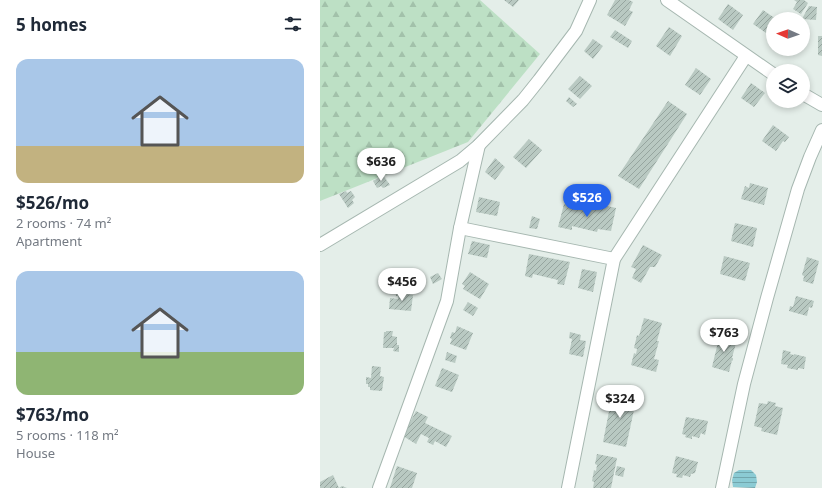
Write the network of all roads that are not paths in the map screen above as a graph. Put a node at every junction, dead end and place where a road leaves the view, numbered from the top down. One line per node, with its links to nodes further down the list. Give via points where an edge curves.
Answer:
1 (590, 0): 8 (street, via 576,31 539,80)
2 (667, 0): 3 (street)
3 (746, 56): 4 (street); 11 (street)
4 (766, 69)
5 (810, 98): 6 (street)
6 (822, 105)
7 (822, 130): 14 (street, via 798,189 767,298 744,384)
8 (479, 145): 9 (street); 10 (street, via 460,161)
9 (460, 228): 11 (street); 12 (street, via 447,301)
10 (320, 245)
11 (614, 259): 13 (street)
12 (379, 488)
13 (568, 488)
14 (722, 488)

| Assigned task |
Only text belongs in the copy: repeat each line of the data exactly and leave out the pictures.

| Written answer |
Write the network of all roads that are not paths in the map screen above as a graph. Put a node at every junction, dead end and place where a road leaves the view, numbered from the top down. One line per node, with its links to nodes further down the list. Give via points where an edge curves.
Answer:
1 (590, 0): 8 (street, via 576,31 539,80)
2 (667, 0): 3 (street)
3 (746, 56): 4 (street); 11 (street)
4 (766, 69)
5 (810, 98): 6 (street)
6 (822, 105)
7 (822, 130): 14 (street, via 798,189 767,298 744,384)
8 (479, 145): 9 (street); 10 (street, via 460,161)
9 (460, 228): 11 (street); 12 (street, via 447,301)
10 (320, 245)
11 (614, 259): 13 (street)
12 (379, 488)
13 (568, 488)
14 (722, 488)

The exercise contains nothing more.